Other optional parameters that can be specified by the user are:
freq_min represents the minimum possible frequency of a bat
freq_max represents the maximum possible frequency of a bat
alpha represents the alpha parameter in the bat algorithm (should hold that 0<alpha<1)
gamma represents the gamma parameter in the bat algorithm (should hold that 0<gamma) min_loudness_A represents the minimum initial loudness of a bat
max_loudness_A represents the maximum initial loudness of a bat
required_iterations_for_taboo represents the number of iterations when the best solution in a population is not changed, that is needed to add that best solution to the tabu table
zeta_radius defines the approximity when comparing solutions

How to run epiBAT

Input data file format

Input data must be in a usual comma-delimited file containing the case-control genotype data.
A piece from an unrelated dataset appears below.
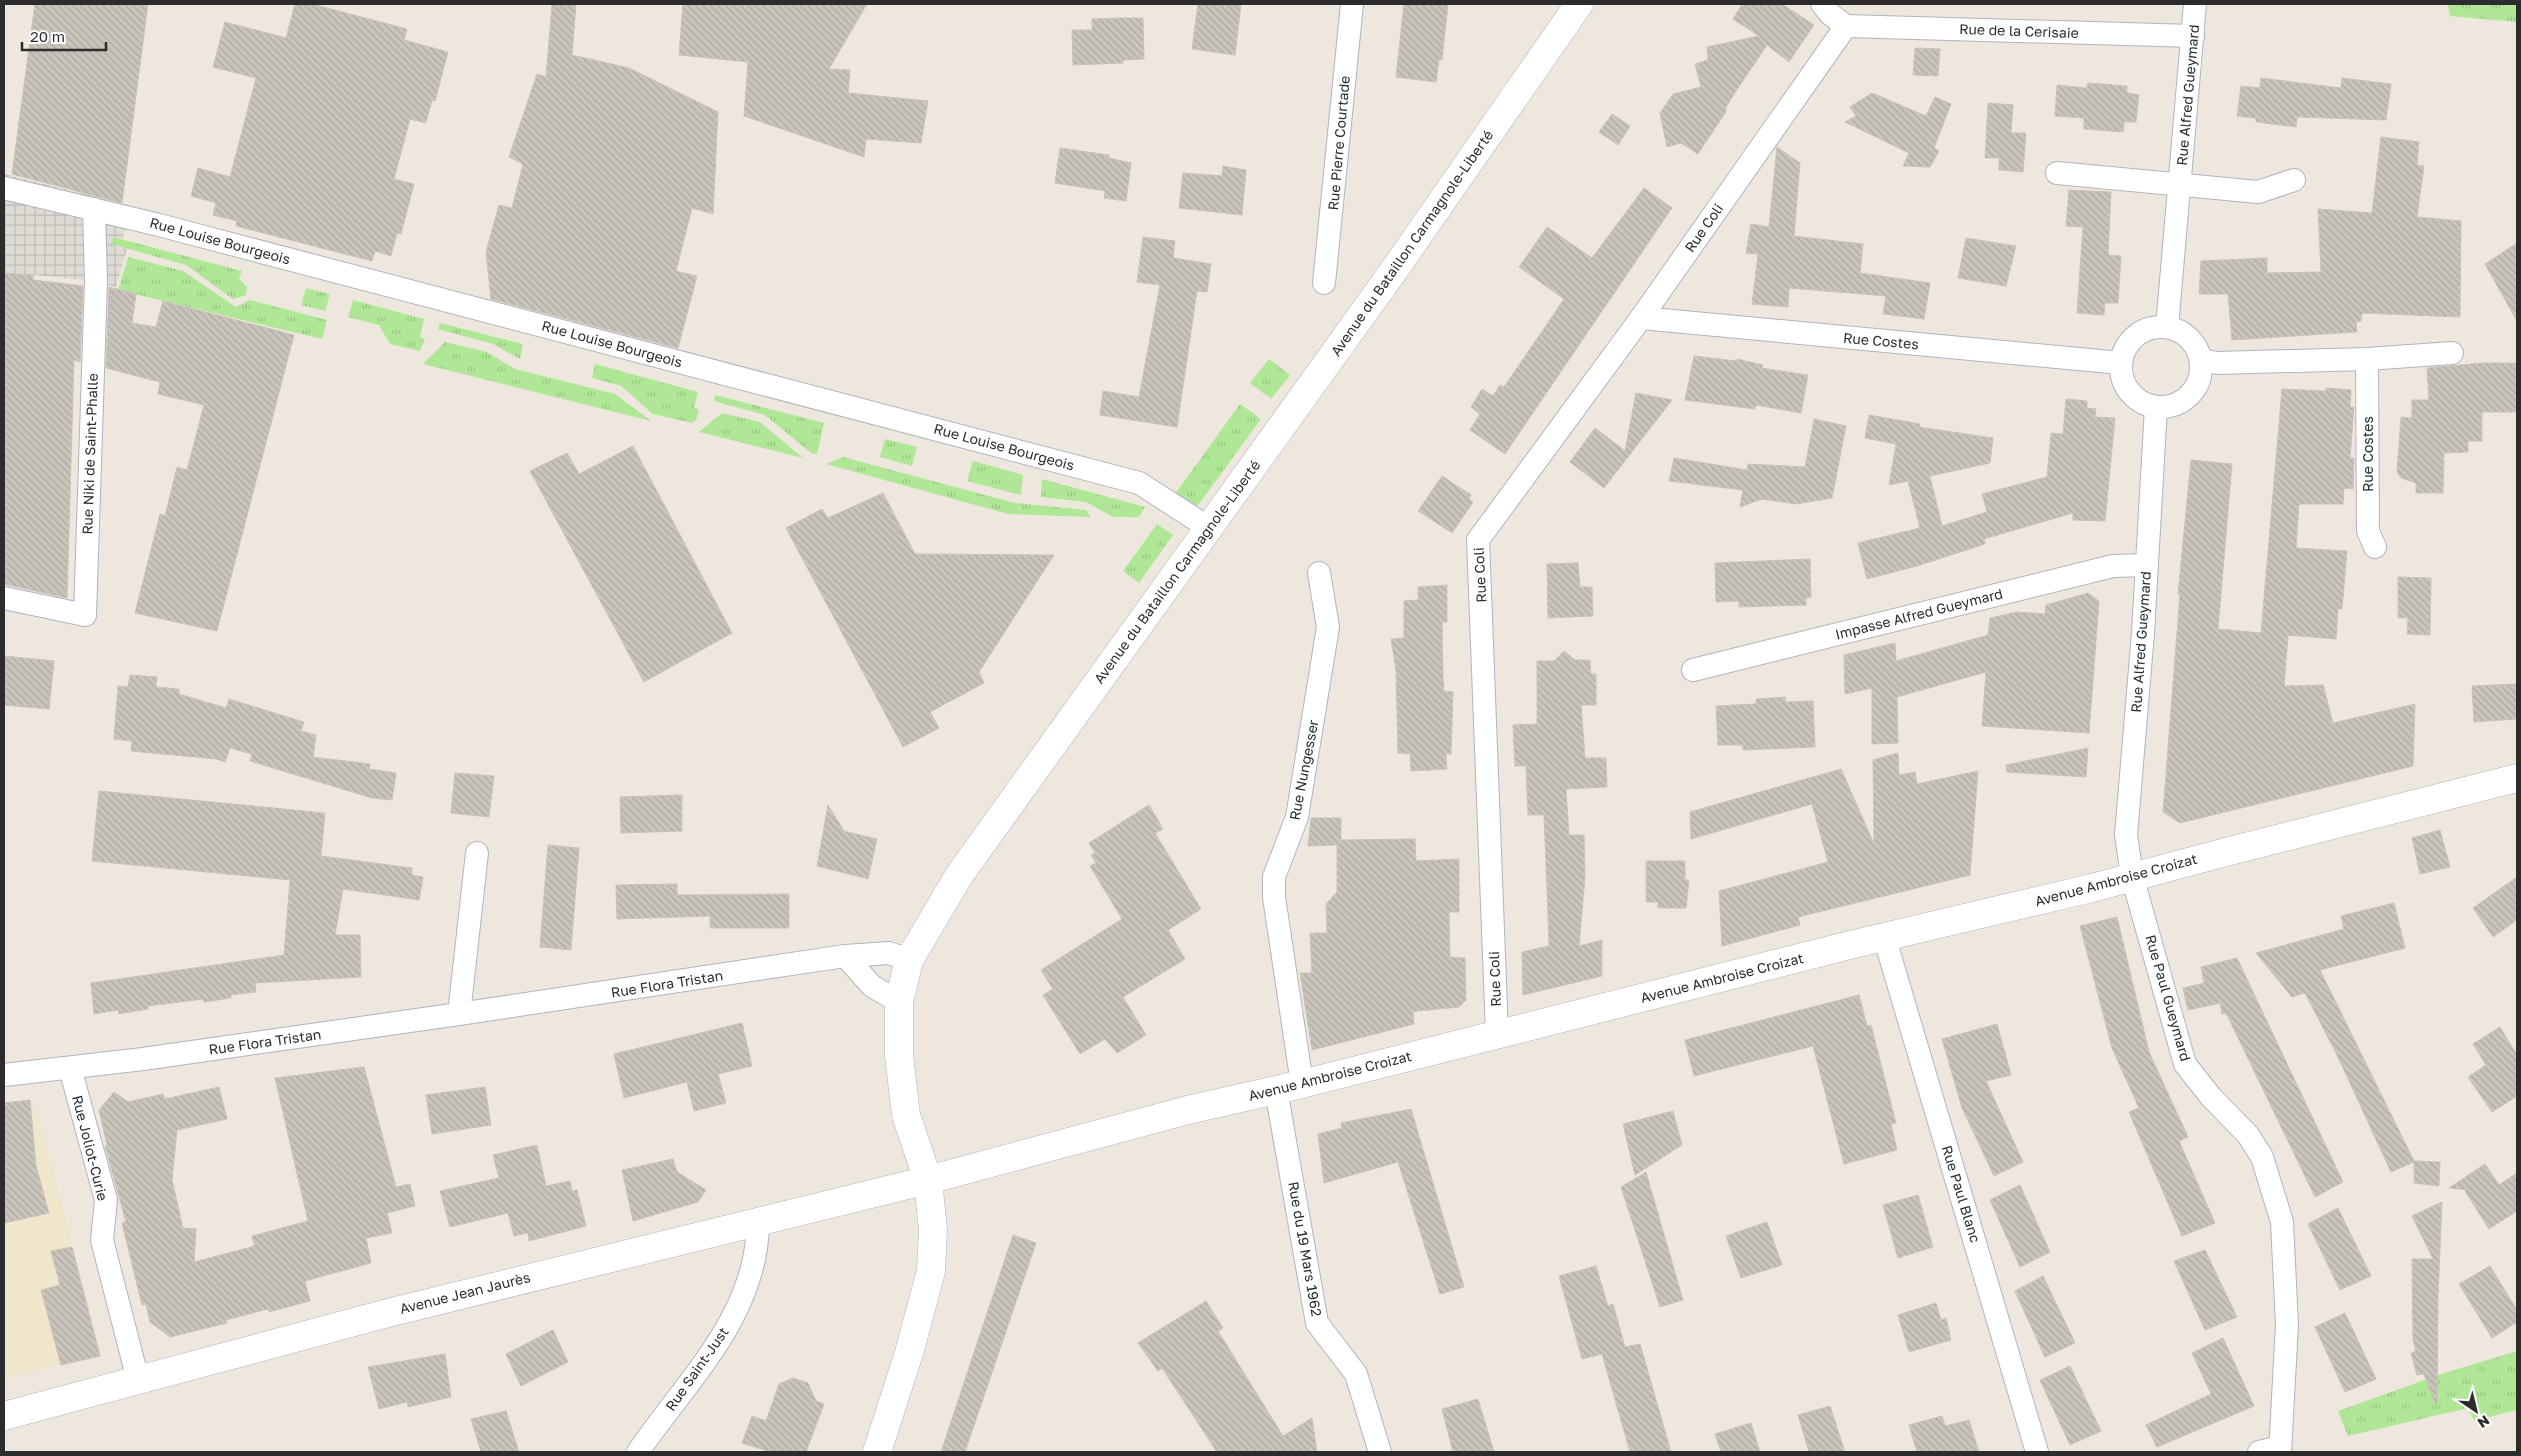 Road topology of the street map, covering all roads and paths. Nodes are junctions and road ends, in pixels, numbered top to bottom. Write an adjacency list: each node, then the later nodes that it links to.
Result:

The first line in a file denotes the SNP IDs, whereas the last column denotes the class, i.e. case or control. The following rows contain the genotype data and the disease state, while the genotype data should have values 0, 1, 2 (i.e. the homozygous major allele, heterozygous allele, and homozygous minor allele), and the disease state should have values 0 and 1 (i.e. control and case). Example of the input data containing 5 SNPs and 3 samples is as follows:

X0,X1,X2,X3,X4,X5,Class
0,0,0,1,0,0
0,2,0,2,1,0
1,0,0,1,1,1

After setting the input parameters and preparing your input data, open the command line, go to the directory, where you have downloaded the epiBAT.py script and call:
epiBAT.py

Output of the epiBAT algorithm

The epiBAT algorithm outputs in a specified file results of its 1st stage (i.e. candidate set before evaluation by the G-test) and also final results (i.e. candidate set after evaluation by the G-test) with the corresponding p-value.